聴覚文化の疲弊と視覚文化の未成熟

20世紀は「言語論的転回」を達成した記号の時代であった、という言い方があるけれど、その実体は、文字によるコミュニケーションがコモディティ化して、もはや文化・文明における特権的な位置を占めるものではなくなった、ということに過ぎないかもしれない。

「言語論的展開」を果たしたと称する論客は「音声中心主義」を批判するのが習い性だったわけだが、メディア論や各種社会科学の成果をながめると、むしろ20世紀は「声の世紀」だったのではないか、と思えてくる。「声の優位」は、音声中心主義への批判で言われるような過去に根ざす伝統の復活、近代人としての我々が克服すべき忌まわしき古代の残滓というより、声を無線で地上に散布する20世紀の新体制の現在だったのではないか。
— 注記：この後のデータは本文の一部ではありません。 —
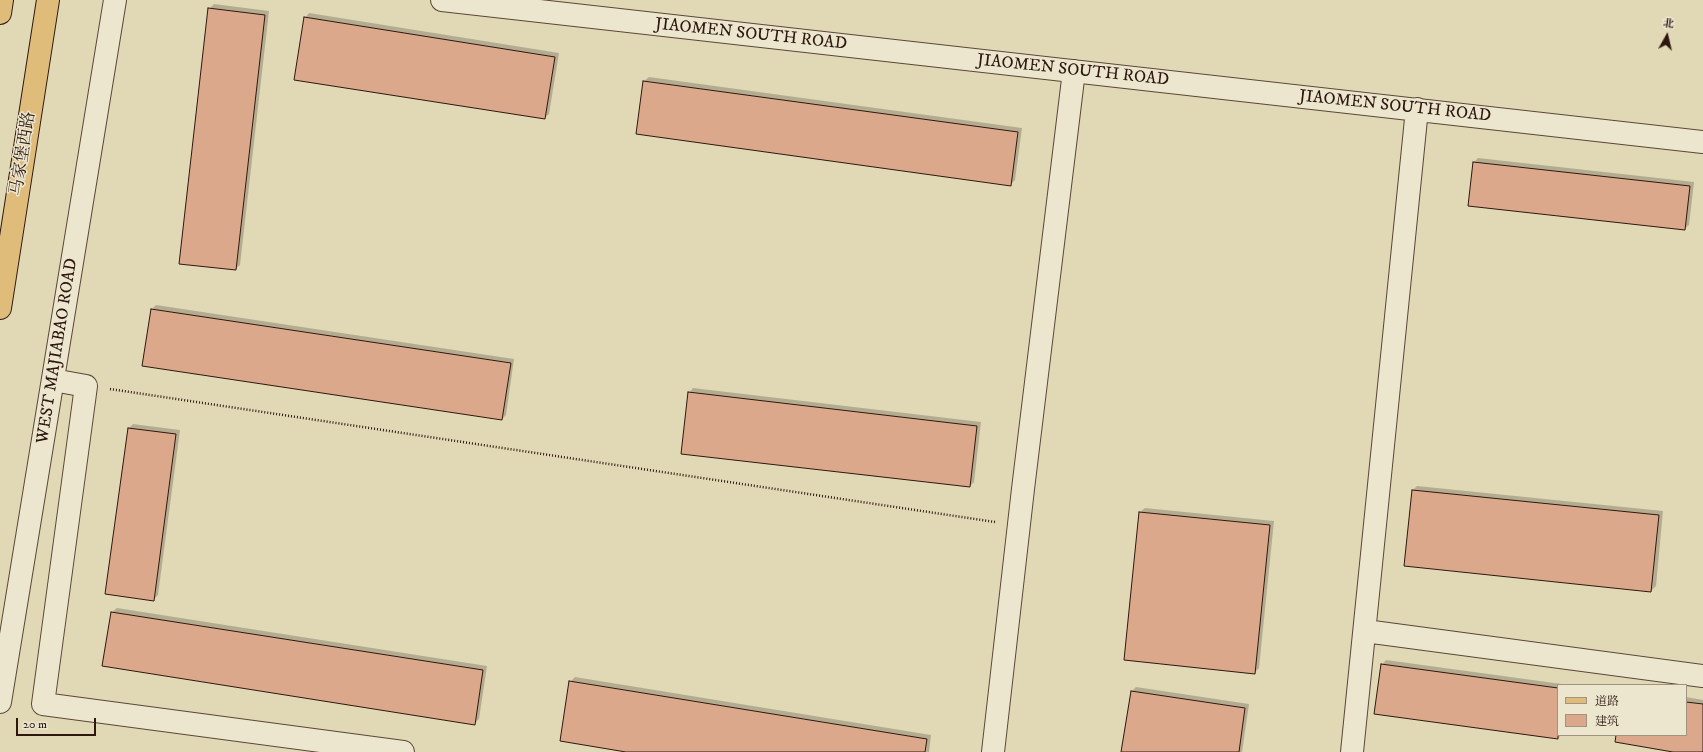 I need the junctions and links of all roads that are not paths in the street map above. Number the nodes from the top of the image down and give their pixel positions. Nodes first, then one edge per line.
1 (2, 0) edge
2 (48, 0) edge
3 (114, 0) edge
4 (442, 0) edge
5 (527, 5) edge
6 (0, 13) edge
7 (1074, 71) junction
8 (1417, 109) junction
9 (1703, 142) edge
10 (0, 308) edge
11 (53, 380) junction
12 (1365, 631) junction
13 (1703, 676) edge
14 (0, 702) edge
15 (403, 752) edge
16 (993, 752) edge
17 (1352, 752) edge

1 - 6 main road
2 - 10 main road, 马家堡西路
3 - 11 street, WEST MAJIABAO ROAD
4 - 5 street, JIAOMEN SOUTH ROAD
5 - 7 street, JIAOMEN SOUTH ROAD
7 - 8 street, JIAOMEN SOUTH ROAD
7 - 16 street
8 - 9 street, JIAOMEN SOUTH ROAD
8 - 12 street
11 - 14 street, WEST MAJIABAO ROAD
11 - 15 street
12 - 13 street
12 - 17 street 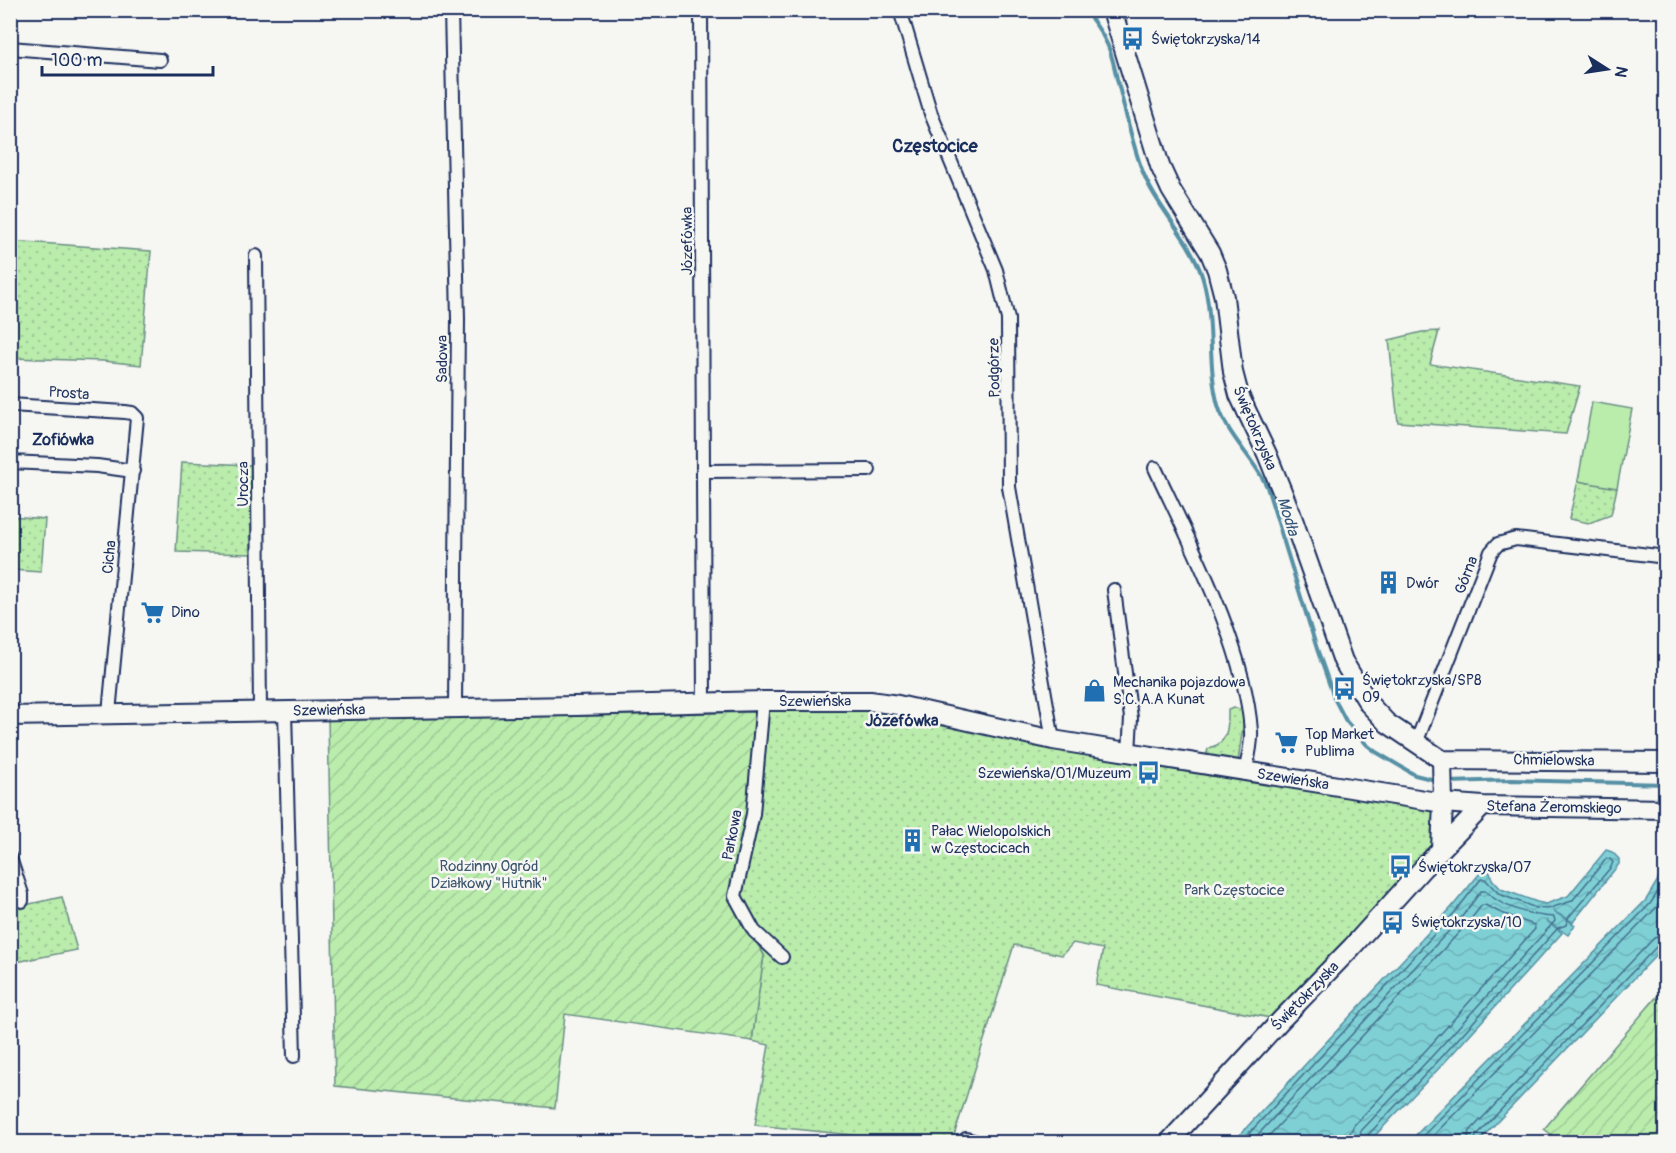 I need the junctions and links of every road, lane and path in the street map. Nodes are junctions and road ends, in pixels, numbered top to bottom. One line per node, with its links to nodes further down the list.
1 (451, 10): 19 (street, Sadowa)
2 (701, 10): 14 (street, Józefówka)
3 (900, 10): 24 (street, Podgórze)
4 (1112, 10): 25 (street, Świętokrzyska)
5 (10, 48): 6 (street)
6 (160, 60)
7 (256, 256): 20 (street, Urocza)
8 (10, 405): 9 (street, Prosta)
9 (125, 412): 13 (street, Cicha)
10 (10, 462): 13 (street)
11 (1155, 468): 28 (street)
12 (868, 470): 14 (street)
13 (133, 471): 22 (street, Cicha)
14 (703, 471): 18 (street, Józefówka)
15 (1665, 557): 25 (street, Górna)
16 (1114, 590): 26 (street)
17 (763, 701): 18 (street, Szewieńska); 24 (street, Szewieńska); 35 (street, Parkowa)
18 (704, 702): 19 (street, Szewieńska)
19 (455, 708): 21 (street, Szewieńska)
20 (260, 711): 21 (street, Szewieńska); 22 (street, Szewieńska)
21 (285, 711): 36 (street, Szewieńska)
22 (109, 713): 23 (street, Szewieńska)
23 (10, 716)
24 (1053, 740): 26 (street, Szewieńska)
25 (1416, 743): 29 (street, Świętokrzyska)
26 (1128, 753): 28 (street, Szewieńska)
27 (1665, 762): 29 (street, Chmielowska)
28 (1245, 772): 29 (street, Szewieńska)
29 (1443, 782): 30 (street, Stefana Żeromskiego); 32 (street)
30 (1483, 806): 31 (street, Stefana Żeromskiego); 32 (street, Świętokrzyska)
31 (1665, 809)
32 (1441, 849): 37 (street, Świętokrzyska)
33 (10, 858): 34 (street)
34 (22, 901)
35 (782, 957)
36 (294, 1056)
37 (1169, 1143) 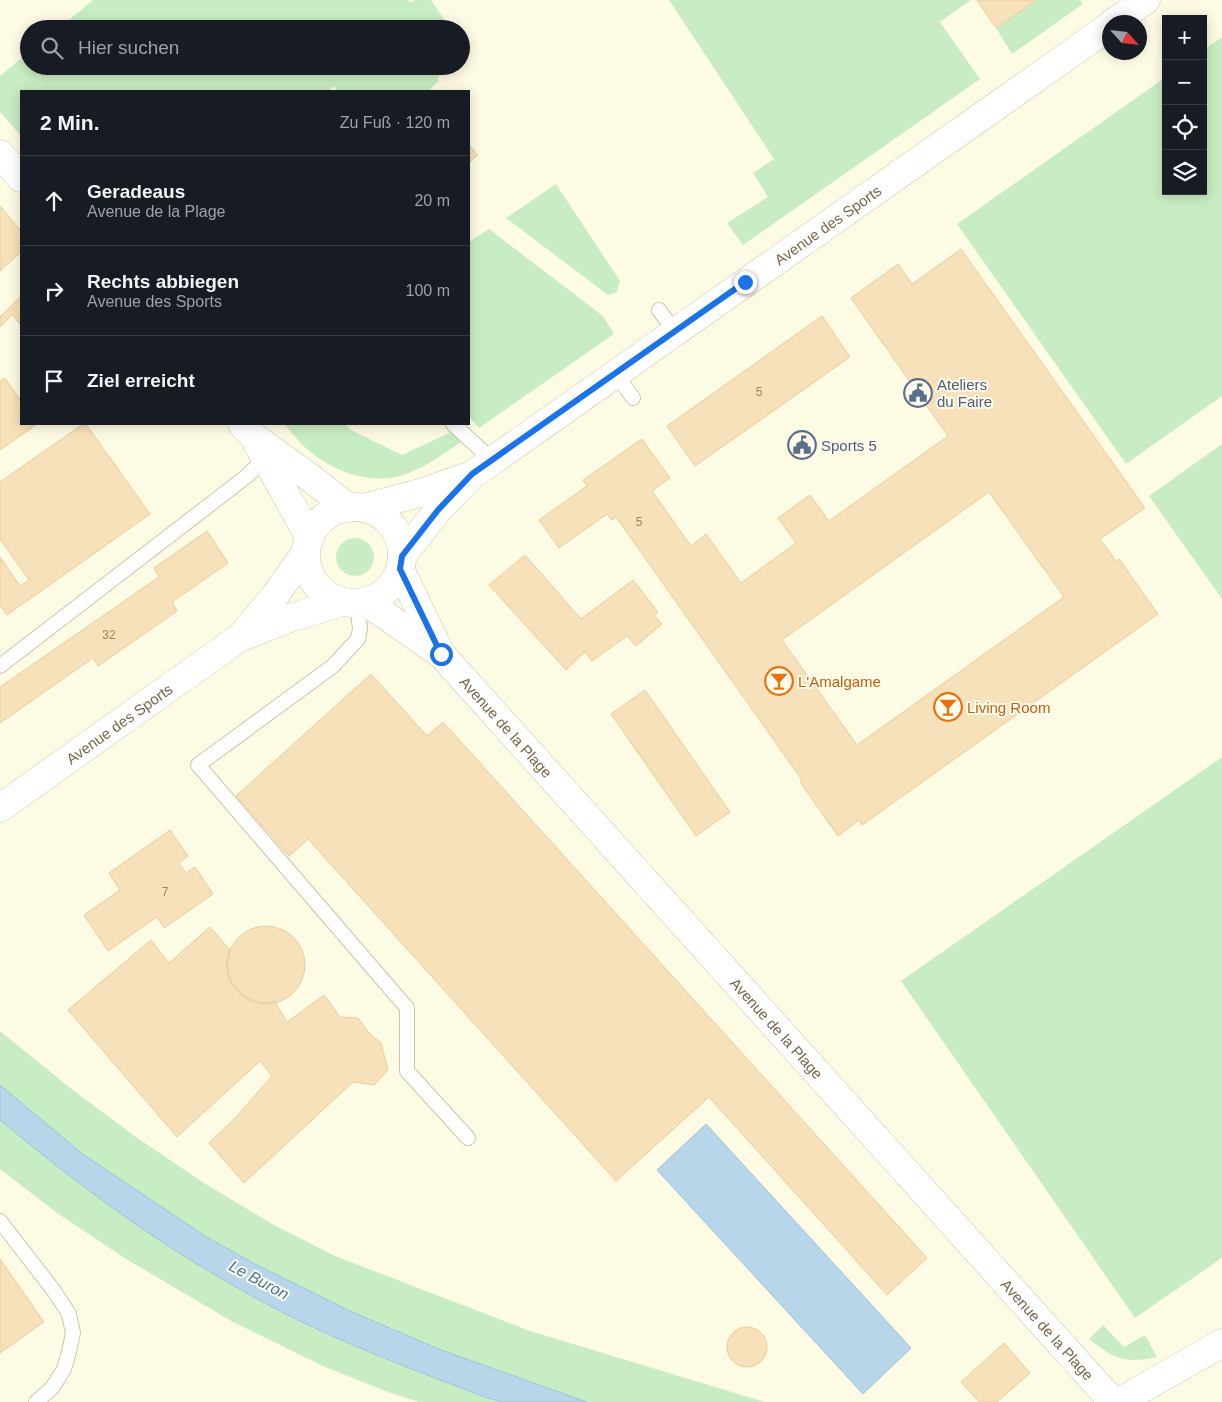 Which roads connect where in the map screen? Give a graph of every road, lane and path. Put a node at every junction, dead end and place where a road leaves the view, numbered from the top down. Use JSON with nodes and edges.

ユダヤ教・キリスト教が声の宗教だったことと、20世紀が「声のブロードキャスト」の時代だったことは、偶然の類似、他人のそら似に過ぎず、そのような偶然にすがって、現にそこにある「声の優位」を古くさいものであるかのように言い募ったのは、現実を否認して、声の優位に抗い、文字を信じようとする心的作用に過ぎないのではないか。

他方で、20世紀は視覚イメージが氾濫する「ヴィジュアルの時代」だったとさかんに言われてきた。たしかに、グーテンベルクの聖書印刷の時代から考えれば、活字を組むのではないオフセットからデジタル編集へと印刷技術が変遷して、出版物における文字と図像の関係は前の世紀と比べれば、はるかに自由になった。

でも、それは出版業界内部の事情、「紙の上の革命」に過ぎず、いわば「紙上の空論」だったのではないか。

現実の生活空間をみわたすと、むしろ20世紀は、印刷物(紙)におけるだけでなく、映画のスクリーンやテレビ・コンピュータの画面など、視覚イメージを徹底的に二次元平面に押し込めており、そのような視覚イメージの二次元化を「進歩」であると人々に信じ込ませる時代だった気がする。20世紀は視覚文化の活動領域を徹底的に限定しており、視覚文化にとっては人類史上空前に窮屈な時代だったのではないだろうか。

吉田寛先生は『表象』という雑誌で、視覚文化論の活況に対して、聴覚文化論があまりにも手薄である、と嘆いたわけだが、21世紀の入り口に立って私が思うのは、「声の世紀」がそろそろ制度疲労で先細るんじゃないかということ、そして、視覚文化は、二次元平面の外に解放される道を見いだすことができれば、ようやくこれから本当の成熟に向かうんじゃないかということだ。マンガやアニメやビデオゲームの人類史的な可能性を構想するとしたら、むしろ、そういう構図を思い描いたほうがいいんじゃないだろうか。